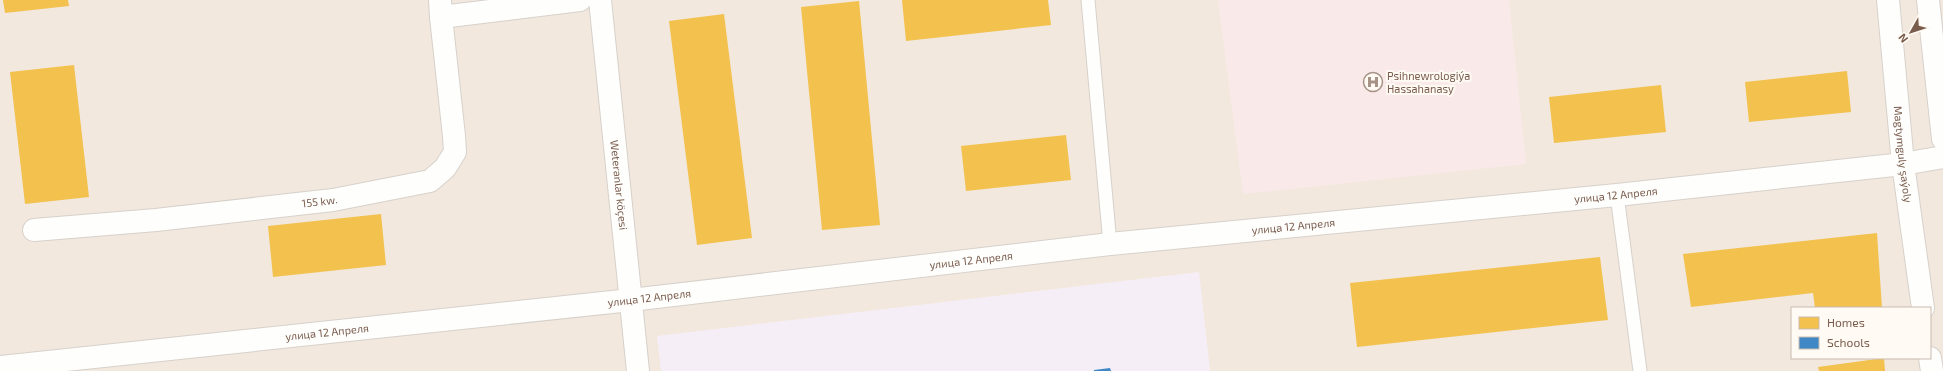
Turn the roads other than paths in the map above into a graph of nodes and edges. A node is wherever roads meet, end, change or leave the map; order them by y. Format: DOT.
graph roads {
  1 [pos="580,0"];
  2 [pos="600,0"];
  3 [pos="1088,0"];
  4 [pos="1888,0"];
  5 [pos="1928,0"];
  6 [pos="440,9"];
  7 [pos="1943,138"];
  8 [pos="1943,157"];
  9 [pos="1903,164"];
  10 [pos="1617,195"];
  11 [pos="34,230"];
  12 [pos="1110,244"];
  13 [pos="631,300"];
  14 [pos="1923,307"];
  15 [pos="1930,359"];
  16 [pos="0,367"];
  17 [pos="638,371"];
  18 [pos="1640,371"];
  19 [pos="1932,371"];
  1 -- 6 [label="street"];
  2 -- 13 [label="street, Weteranlar köçesi"];
  3 -- 12 [label="lane"];
  4 -- 9 [label="street, Magtymguly şaýoly"];
  5 -- 7 [label="street"];
  6 -- 11 [label="street, 155 kw."];
  8 -- 9 [label="street, улица 12 Апреля"];
  9 -- 10 [label="street, улица 12 Апреля"];
  9 -- 14 [label="street, Magtymguly şaýoly"];
  10 -- 12 [label="street, улица 12 Апреля"];
  10 -- 18 [label="lane"];
  12 -- 13 [label="street, улица 12 Апреля"];
  13 -- 16 [label="street, улица 12 Апреля"];
  13 -- 17 [label="street, Weteranlar köçesi"];
  15 -- 19 [label="street"];
}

BRIEF:
Where a line of the entries holds the string "graph", include it in the count, and give only the final number.

RESPONSE FOR THIS EXERCISE:
2